• [ASSIGNMENT]
Since the pictures are not wanted, copy only the text of every record exactly.

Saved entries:
····················

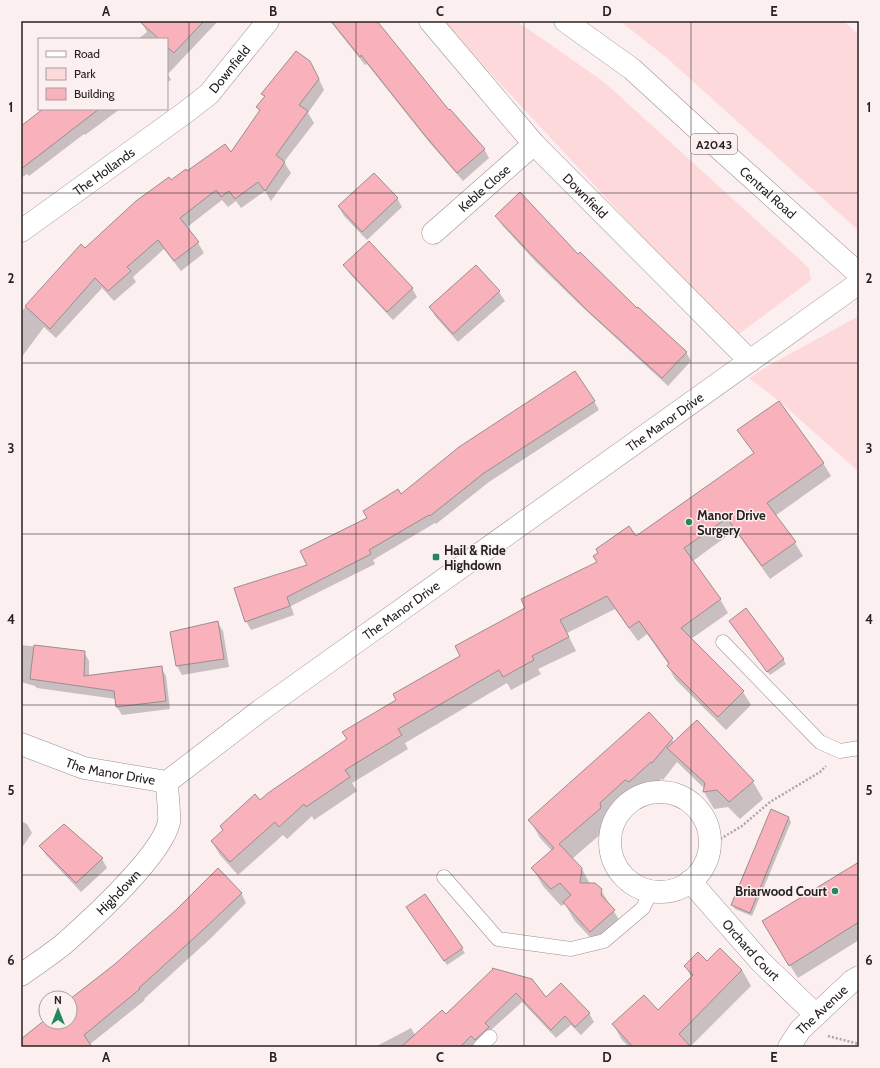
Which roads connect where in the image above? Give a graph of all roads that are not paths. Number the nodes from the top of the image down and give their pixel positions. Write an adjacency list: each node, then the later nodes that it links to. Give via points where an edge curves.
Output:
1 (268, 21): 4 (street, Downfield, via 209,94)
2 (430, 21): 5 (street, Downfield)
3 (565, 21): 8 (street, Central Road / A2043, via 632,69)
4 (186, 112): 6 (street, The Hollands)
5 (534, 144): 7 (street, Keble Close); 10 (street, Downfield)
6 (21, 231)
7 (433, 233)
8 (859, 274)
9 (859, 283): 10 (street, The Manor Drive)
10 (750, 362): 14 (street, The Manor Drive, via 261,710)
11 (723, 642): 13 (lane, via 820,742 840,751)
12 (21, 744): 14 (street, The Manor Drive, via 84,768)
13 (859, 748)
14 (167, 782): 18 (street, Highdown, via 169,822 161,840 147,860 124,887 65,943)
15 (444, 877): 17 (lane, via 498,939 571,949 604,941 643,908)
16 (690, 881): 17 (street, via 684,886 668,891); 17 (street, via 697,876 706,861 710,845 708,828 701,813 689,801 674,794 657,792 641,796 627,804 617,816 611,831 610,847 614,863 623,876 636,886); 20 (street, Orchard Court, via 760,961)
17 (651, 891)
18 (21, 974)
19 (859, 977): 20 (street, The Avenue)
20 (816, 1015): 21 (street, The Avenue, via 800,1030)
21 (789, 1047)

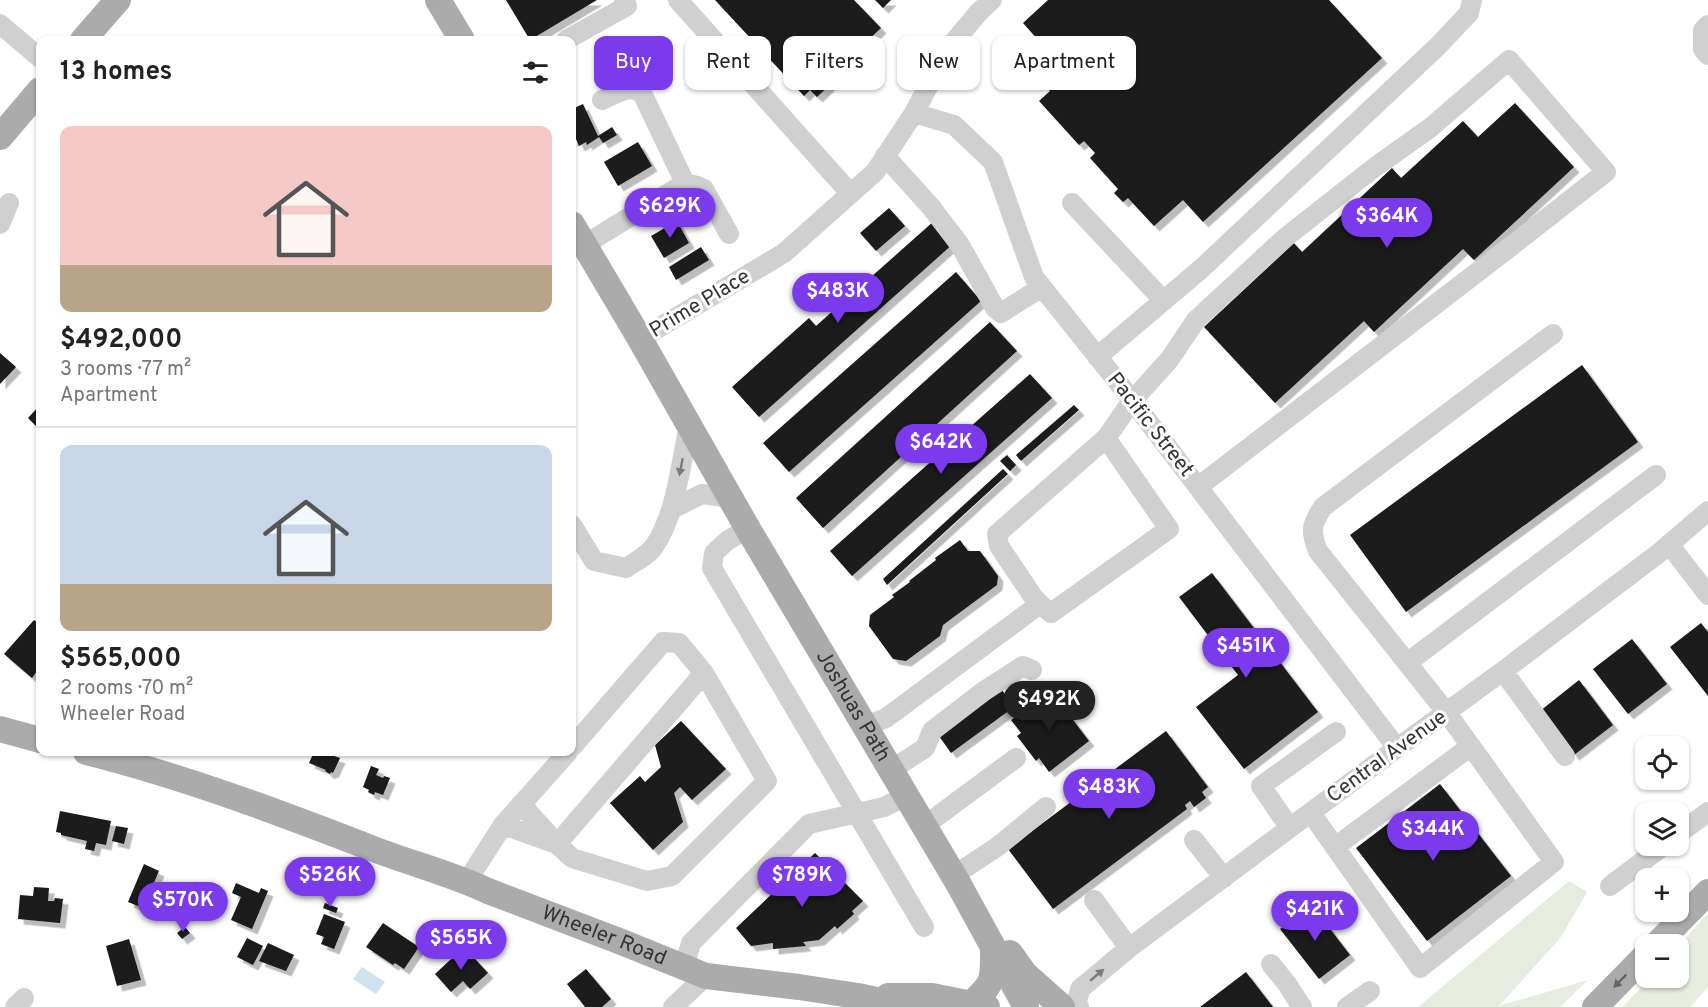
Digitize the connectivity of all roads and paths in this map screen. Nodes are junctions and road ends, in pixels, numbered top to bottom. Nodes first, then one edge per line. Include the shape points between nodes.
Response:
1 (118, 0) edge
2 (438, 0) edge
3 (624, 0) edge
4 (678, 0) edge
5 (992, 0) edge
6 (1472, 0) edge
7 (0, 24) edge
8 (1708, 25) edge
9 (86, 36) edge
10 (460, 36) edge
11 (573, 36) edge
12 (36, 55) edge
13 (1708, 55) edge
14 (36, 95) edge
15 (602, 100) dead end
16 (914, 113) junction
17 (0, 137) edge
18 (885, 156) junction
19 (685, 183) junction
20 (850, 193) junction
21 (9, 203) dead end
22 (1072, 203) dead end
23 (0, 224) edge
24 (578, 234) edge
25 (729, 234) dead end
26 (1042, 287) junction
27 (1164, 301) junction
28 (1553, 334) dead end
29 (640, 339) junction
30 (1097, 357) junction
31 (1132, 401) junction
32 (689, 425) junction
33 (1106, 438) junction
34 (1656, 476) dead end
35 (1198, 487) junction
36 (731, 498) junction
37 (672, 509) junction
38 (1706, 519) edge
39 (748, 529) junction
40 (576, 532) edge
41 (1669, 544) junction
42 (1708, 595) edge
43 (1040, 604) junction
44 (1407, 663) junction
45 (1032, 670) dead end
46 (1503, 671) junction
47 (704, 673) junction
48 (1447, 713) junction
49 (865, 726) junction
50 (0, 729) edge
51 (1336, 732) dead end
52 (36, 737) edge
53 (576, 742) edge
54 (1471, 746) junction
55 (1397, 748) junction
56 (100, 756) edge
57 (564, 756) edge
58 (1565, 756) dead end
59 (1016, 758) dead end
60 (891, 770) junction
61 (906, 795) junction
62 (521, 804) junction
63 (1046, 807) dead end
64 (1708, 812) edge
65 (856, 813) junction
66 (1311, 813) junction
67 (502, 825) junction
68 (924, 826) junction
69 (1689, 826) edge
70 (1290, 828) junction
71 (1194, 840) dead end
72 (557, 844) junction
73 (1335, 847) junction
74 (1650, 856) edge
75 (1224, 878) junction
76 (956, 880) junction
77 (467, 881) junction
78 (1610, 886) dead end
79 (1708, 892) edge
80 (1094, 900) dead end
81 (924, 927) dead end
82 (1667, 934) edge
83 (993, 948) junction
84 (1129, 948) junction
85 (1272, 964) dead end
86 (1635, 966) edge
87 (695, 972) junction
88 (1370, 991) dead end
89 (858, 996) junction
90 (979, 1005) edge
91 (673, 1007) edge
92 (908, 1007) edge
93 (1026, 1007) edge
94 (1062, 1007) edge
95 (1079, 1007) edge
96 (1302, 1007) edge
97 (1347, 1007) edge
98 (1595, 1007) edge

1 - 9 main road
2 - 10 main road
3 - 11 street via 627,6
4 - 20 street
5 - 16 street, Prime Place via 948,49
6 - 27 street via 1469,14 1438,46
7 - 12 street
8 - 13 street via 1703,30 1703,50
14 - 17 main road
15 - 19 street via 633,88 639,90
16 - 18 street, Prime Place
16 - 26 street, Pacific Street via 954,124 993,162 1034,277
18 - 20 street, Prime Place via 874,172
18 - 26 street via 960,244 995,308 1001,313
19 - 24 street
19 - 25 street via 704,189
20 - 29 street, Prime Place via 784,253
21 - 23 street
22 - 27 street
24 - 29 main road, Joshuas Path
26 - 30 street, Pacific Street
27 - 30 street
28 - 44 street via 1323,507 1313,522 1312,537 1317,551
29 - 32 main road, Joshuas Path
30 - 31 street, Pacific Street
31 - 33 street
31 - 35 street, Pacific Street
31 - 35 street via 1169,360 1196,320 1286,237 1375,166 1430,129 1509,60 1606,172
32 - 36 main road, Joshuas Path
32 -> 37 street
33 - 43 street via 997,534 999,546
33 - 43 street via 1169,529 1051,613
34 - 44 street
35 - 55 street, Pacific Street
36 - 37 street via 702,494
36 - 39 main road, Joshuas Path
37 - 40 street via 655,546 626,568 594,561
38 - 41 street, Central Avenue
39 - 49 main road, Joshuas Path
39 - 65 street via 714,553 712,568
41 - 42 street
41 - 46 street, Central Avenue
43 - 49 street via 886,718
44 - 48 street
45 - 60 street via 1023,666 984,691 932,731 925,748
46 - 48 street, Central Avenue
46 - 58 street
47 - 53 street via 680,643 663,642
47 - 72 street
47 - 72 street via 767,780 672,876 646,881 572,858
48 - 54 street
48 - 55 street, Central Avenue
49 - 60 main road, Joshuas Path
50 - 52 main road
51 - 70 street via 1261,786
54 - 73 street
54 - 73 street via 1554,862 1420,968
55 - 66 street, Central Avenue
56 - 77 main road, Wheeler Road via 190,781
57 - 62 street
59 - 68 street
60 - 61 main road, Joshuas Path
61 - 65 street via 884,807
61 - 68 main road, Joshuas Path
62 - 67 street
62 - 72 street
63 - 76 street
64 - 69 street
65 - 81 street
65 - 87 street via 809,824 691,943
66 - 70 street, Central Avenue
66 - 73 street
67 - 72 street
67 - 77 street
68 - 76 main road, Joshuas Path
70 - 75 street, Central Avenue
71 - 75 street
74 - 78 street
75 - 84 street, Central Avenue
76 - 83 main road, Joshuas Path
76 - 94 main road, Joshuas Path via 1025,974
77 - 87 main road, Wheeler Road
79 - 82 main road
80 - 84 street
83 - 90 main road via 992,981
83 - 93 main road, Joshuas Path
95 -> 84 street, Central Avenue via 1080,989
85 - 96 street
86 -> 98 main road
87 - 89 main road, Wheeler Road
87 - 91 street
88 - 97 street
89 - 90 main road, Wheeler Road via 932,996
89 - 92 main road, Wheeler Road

····················

• [OUTPUT BELOW]
Which roads connect where in the image above? Give a graph of all roads that are not paths. Number the nodes from the top of the image down and give their pixel positions. Write an adjacency list: each node, then the later nodes that it links to. Give via points where an edge curves.
Output:
1 (268, 21): 4 (street, Downfield, via 209,94)
2 (430, 21): 5 (street, Downfield)
3 (565, 21): 8 (street, Central Road / A2043, via 632,69)
4 (186, 112): 6 (street, The Hollands)
5 (534, 144): 7 (street, Keble Close); 10 (street, Downfield)
6 (21, 231)
7 (433, 233)
8 (859, 274)
9 (859, 283): 10 (street, The Manor Drive)
10 (750, 362): 14 (street, The Manor Drive, via 261,710)
11 (723, 642): 13 (lane, via 820,742 840,751)
12 (21, 744): 14 (street, The Manor Drive, via 84,768)
13 (859, 748)
14 (167, 782): 18 (street, Highdown, via 169,822 161,840 147,860 124,887 65,943)
15 (444, 877): 17 (lane, via 498,939 571,949 604,941 643,908)
16 (690, 881): 17 (street, via 684,886 668,891); 17 (street, via 697,876 706,861 710,845 708,828 701,813 689,801 674,794 657,792 641,796 627,804 617,816 611,831 610,847 614,863 623,876 636,886); 20 (street, Orchard Court, via 760,961)
17 (651, 891)
18 (21, 974)
19 (859, 977): 20 (street, The Avenue)
20 (816, 1015): 21 (street, The Avenue, via 800,1030)
21 (789, 1047)

Digitize the connectivity of all roads and paths in this map screen. Nodes are junctions and road ends, in pixels, numbered top to bottom. Nodes first, then one edge per line. Include the shape points between nodes.
Response:
1 (118, 0) edge
2 (438, 0) edge
3 (624, 0) edge
4 (678, 0) edge
5 (992, 0) edge
6 (1472, 0) edge
7 (0, 24) edge
8 (1708, 25) edge
9 (86, 36) edge
10 (460, 36) edge
11 (573, 36) edge
12 (36, 55) edge
13 (1708, 55) edge
14 (36, 95) edge
15 (602, 100) dead end
16 (914, 113) junction
17 (0, 137) edge
18 (885, 156) junction
19 (685, 183) junction
20 (850, 193) junction
21 (9, 203) dead end
22 (1072, 203) dead end
23 (0, 224) edge
24 (578, 234) edge
25 (729, 234) dead end
26 (1042, 287) junction
27 (1164, 301) junction
28 (1553, 334) dead end
29 (640, 339) junction
30 (1097, 357) junction
31 (1132, 401) junction
32 (689, 425) junction
33 (1106, 438) junction
34 (1656, 476) dead end
35 (1198, 487) junction
36 (731, 498) junction
37 (672, 509) junction
38 (1706, 519) edge
39 (748, 529) junction
40 (576, 532) edge
41 (1669, 544) junction
42 (1708, 595) edge
43 (1040, 604) junction
44 (1407, 663) junction
45 (1032, 670) dead end
46 (1503, 671) junction
47 (704, 673) junction
48 (1447, 713) junction
49 (865, 726) junction
50 (0, 729) edge
51 (1336, 732) dead end
52 (36, 737) edge
53 (576, 742) edge
54 (1471, 746) junction
55 (1397, 748) junction
56 (100, 756) edge
57 (564, 756) edge
58 (1565, 756) dead end
59 (1016, 758) dead end
60 (891, 770) junction
61 (906, 795) junction
62 (521, 804) junction
63 (1046, 807) dead end
64 (1708, 812) edge
65 (856, 813) junction
66 (1311, 813) junction
67 (502, 825) junction
68 (924, 826) junction
69 (1689, 826) edge
70 (1290, 828) junction
71 (1194, 840) dead end
72 (557, 844) junction
73 (1335, 847) junction
74 (1650, 856) edge
75 (1224, 878) junction
76 (956, 880) junction
77 (467, 881) junction
78 (1610, 886) dead end
79 (1708, 892) edge
80 (1094, 900) dead end
81 (924, 927) dead end
82 (1667, 934) edge
83 (993, 948) junction
84 (1129, 948) junction
85 (1272, 964) dead end
86 (1635, 966) edge
87 (695, 972) junction
88 (1370, 991) dead end
89 (858, 996) junction
90 (979, 1005) edge
91 (673, 1007) edge
92 (908, 1007) edge
93 (1026, 1007) edge
94 (1062, 1007) edge
95 (1079, 1007) edge
96 (1302, 1007) edge
97 (1347, 1007) edge
98 (1595, 1007) edge

1 - 9 main road
2 - 10 main road
3 - 11 street via 627,6
4 - 20 street
5 - 16 street, Prime Place via 948,49
6 - 27 street via 1469,14 1438,46
7 - 12 street
8 - 13 street via 1703,30 1703,50
14 - 17 main road
15 - 19 street via 633,88 639,90
16 - 18 street, Prime Place
16 - 26 street, Pacific Street via 954,124 993,162 1034,277
18 - 20 street, Prime Place via 874,172
18 - 26 street via 960,244 995,308 1001,313
19 - 24 street
19 - 25 street via 704,189
20 - 29 street, Prime Place via 784,253
21 - 23 street
22 - 27 street
24 - 29 main road, Joshuas Path
26 - 30 street, Pacific Street
27 - 30 street
28 - 44 street via 1323,507 1313,522 1312,537 1317,551
29 - 32 main road, Joshuas Path
30 - 31 street, Pacific Street
31 - 33 street
31 - 35 street, Pacific Street
31 - 35 street via 1169,360 1196,320 1286,237 1375,166 1430,129 1509,60 1606,172
32 - 36 main road, Joshuas Path
32 -> 37 street
33 - 43 street via 997,534 999,546
33 - 43 street via 1169,529 1051,613
34 - 44 street
35 - 55 street, Pacific Street
36 - 37 street via 702,494
36 - 39 main road, Joshuas Path
37 - 40 street via 655,546 626,568 594,561
38 - 41 street, Central Avenue
39 - 49 main road, Joshuas Path
39 - 65 street via 714,553 712,568
41 - 42 street
41 - 46 street, Central Avenue
43 - 49 street via 886,718
44 - 48 street
45 - 60 street via 1023,666 984,691 932,731 925,748
46 - 48 street, Central Avenue
46 - 58 street
47 - 53 street via 680,643 663,642
47 - 72 street
47 - 72 street via 767,780 672,876 646,881 572,858
48 - 54 street
48 - 55 street, Central Avenue
49 - 60 main road, Joshuas Path
50 - 52 main road
51 - 70 street via 1261,786
54 - 73 street
54 - 73 street via 1554,862 1420,968
55 - 66 street, Central Avenue
56 - 77 main road, Wheeler Road via 190,781
57 - 62 street
59 - 68 street
60 - 61 main road, Joshuas Path
61 - 65 street via 884,807
61 - 68 main road, Joshuas Path
62 - 67 street
62 - 72 street
63 - 76 street
64 - 69 street
65 - 81 street
65 - 87 street via 809,824 691,943
66 - 70 street, Central Avenue
66 - 73 street
67 - 72 street
67 - 77 street
68 - 76 main road, Joshuas Path
70 - 75 street, Central Avenue
71 - 75 street
74 - 78 street
75 - 84 street, Central Avenue
76 - 83 main road, Joshuas Path
76 - 94 main road, Joshuas Path via 1025,974
77 - 87 main road, Wheeler Road
79 - 82 main road
80 - 84 street
83 - 90 main road via 992,981
83 - 93 main road, Joshuas Path
95 -> 84 street, Central Avenue via 1080,989
85 - 96 street
86 -> 98 main road
87 - 89 main road, Wheeler Road
87 - 91 street
88 - 97 street
89 - 90 main road, Wheeler Road via 932,996
89 - 92 main road, Wheeler Road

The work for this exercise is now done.